Journal entry dated May 30, 2019 –
My car ‘dings’ a gentle reminder when it needs refueled within the next 50 miles. My hubby usually does this for me, but today I’ll need to care for this task myself because I’ve ignored the dings a little too long.
My Dad had always filled Mom’s gas tank too. When Dad knew he was losing his battle with cancer, that’s one of many things he taught my mom how to do. She tried a few times after he left for heaven, but then found a gas station that would send an attendant out to pump the gas for her for just a few cents more per gallon. My brother Brad thought it was silly to pay extra, so he tried to show her how to pump gas too. Mom just couldn’t remember the steps. Brad didn’t have his own wheels anymore, so didn’t mind filling the tank for her so he could buy himself a cup of decent coffee, a donut and a pack of smokes.
Today I confidently pulled up to the gas pump to fill my own tank and was happy to remember this recently learned factoid: there’s a little left or right arrow next to the gas pump symbol on your dashboard’s fuel gauge – it tells you which side of the car your gas cap is on. I would never have to turn around and pull up on the other side of the pump again. Cool, huh?
My glib confidence came to a screeching halt when I reached for my credit card. Now, I only carry two credit cards, yet I was stumped. “Hmmmm, I could text Wayne and ask him.” But that would be embarrassing. He has reminded me time and time again which one to use to purchase gasoline.
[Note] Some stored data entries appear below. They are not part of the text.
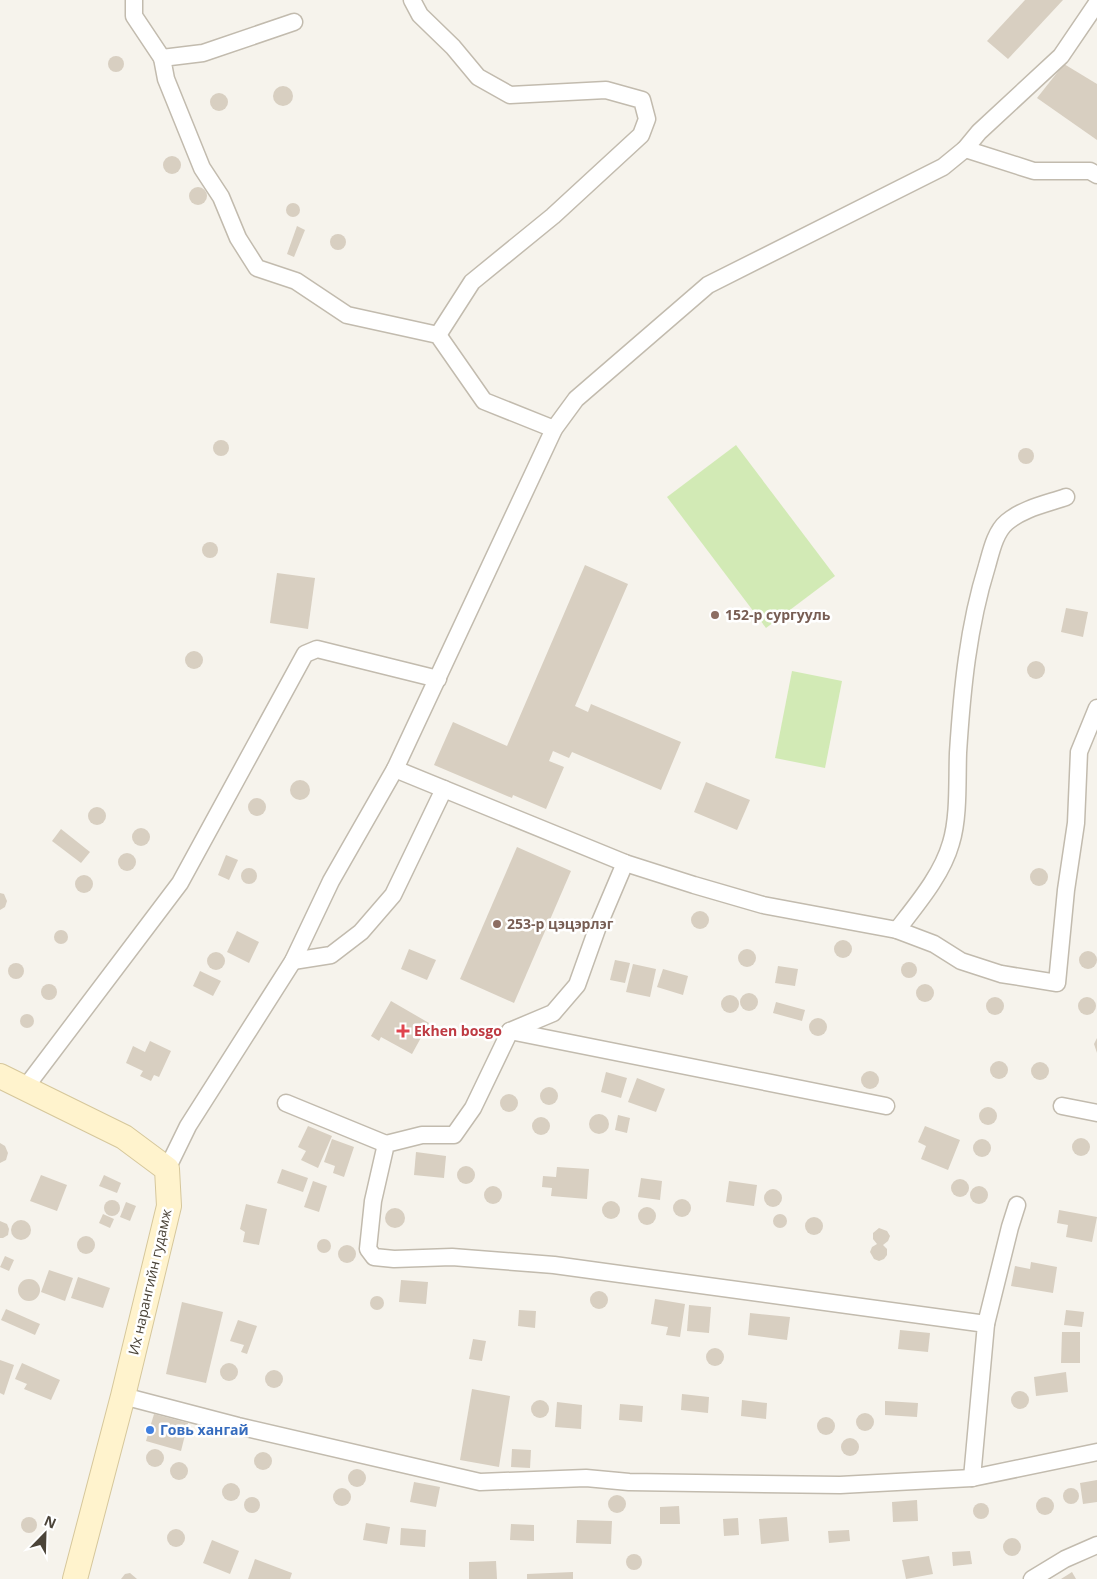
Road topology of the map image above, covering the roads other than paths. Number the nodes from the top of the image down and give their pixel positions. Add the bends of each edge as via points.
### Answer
1 (134, 0) edge
2 (412, 0) edge
3 (1097, 3) edge
4 (294, 22) dead end
5 (162, 58) junction
6 (965, 149) junction
7 (1097, 175) edge
8 (438, 335) junction
9 (554, 429) junction
10 (1066, 498) dead end
11 (438, 679) junction
12 (1097, 708) edge
13 (395, 769) junction
14 (444, 789) junction
15 (625, 863) junction
16 (897, 930) junction
17 (293, 961) junction
18 (510, 1031) junction
19 (0, 1076) edge
20 (25, 1088) junction
21 (286, 1104) dead end
22 (886, 1106) dead end
23 (1062, 1106) dead end
24 (1097, 1113) edge
25 (386, 1144) junction
26 (167, 1170) junction
27 (1017, 1205) dead end
28 (986, 1324) junction
29 (123, 1396) junction
30 (1097, 1452) edge
31 (972, 1478) junction
32 (1097, 1545) edge
33 (75, 1579) edge
34 (1032, 1579) edge

1 - 5 street via 134,16
2 - 8 street via 420,15 453,46 478,77 510,95 606,90 642,100 647,119 641,135 553,216 472,282
3 - 6 street via 1061,56
4 - 5 street via 203,53
5 - 8 street via 166,79 202,168 221,197 238,238 257,268 296,281 347,315
6 - 7 street via 1034,171 1090,171
6 - 9 street via 943,167 708,285 576,399
8 - 9 street via 484,401
9 - 11 street
10 - 16 street via 1027,510 1006,523 998,533 970,629 958,750 956,815 951,843 936,876
11 - 13 street
11 - 20 street via 317,649 305,654 180,883
12 - 16 street via 1079,752 1076,823 1057,983 993,972 961,961 934,944
13 - 14 street
13 - 17 street via 331,881
14 - 15 street
14 - 17 street via 394,895 361,932 331,955
15 - 16 street via 763,905
15 - 18 street via 577,985 553,1012
17 - 26 street via 188,1126
18 - 22 street
18 - 25 street via 473,1108 454,1135 422,1135
19 - 20 main road
20 - 26 main road via 124,1137
21 - 25 street
23 - 24 street
25 - 28 street via 368,1249 374,1257 452,1257 554,1265
26 - 29 main road, Их нарангийн гудамж via 170,1206
27 - 28 street
28 - 31 street
29 - 31 street via 480,1482 586,1478 629,1482 840,1485
29 - 33 main road, Их нарангийн гудамж
30 - 31 street
32 - 34 street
How could I admit that I didn’t remember again?
I used to keep a reminder sticky note on the card, but that had fallen off somewhere along the way. After a few minutes of inner debate, I chose one of the cards and got out of the car. It had been so long since I pumped gas I had to read the instructions on the pump. Twice. I felt the eyes of the kid at pump #3 watching me, trying to figure out if he should assist the confused lady at pump #4. I felt embarrassed.
Was this how my mom felt when she knew she was forgetting things?
I pumped the gas and printed the receipt for my hubby’s use in updating our budget spreadsheet, then headed to visit my mom. Hot tears overwhelmed me as I drove those 9.9 miles. I cried because I was pretty sure I had guessed wrong on the credit card. I cried because I now understood how helpless Momma felt. Mostly though, I cried because forgetting things scares me. I’m walking this road of memory loss with my mom and I know it’s hard (and sometimes harder) on the one who is the caregiver. It truly grieves my heart to think that my husband, daughter or son, or a grandchild may walk this road with me some day.
I sat in the parking lot of mom’s assisted living facility and blotted my tears before heading in to see her. My heart smiled as Mom exclaimed a little yelp of joy when she saw me, and even told the friends seated at her lunch table, “See that lady there? She’s my best friend.”
After that heartwarming visit, I made a quick stop at a nearby gas station to buy a cup of coffee, then headed another block or so to the nursing home where my brother resides to visit a bit and bring him a cup of his favorite coffee. He was sleeping, so I left his coffee on his nightstand and headed home to get busy on my laundry. When I arrived home I gave Wayne the day’s receipts and was bummed to learn that, yes, I used the wrong credit card for the gas.
Alzheimer’s is a frighteningly hard path in life, but my walk alongside Momma has also given me firsthand experience seeing how God walks with us each and every step of this road paved with memory loss. While an underlying concern of personally having to experience this disease is always present, I have an even greater confidence God will give those I love much wisdom in walking alongside me if Alzheimer’s is ever my future.
In the meantime, I’m going to smile, grab my Sharpie marker, and write “GAS” in great big letters on my credit card as a visual reminder for the next fill-up.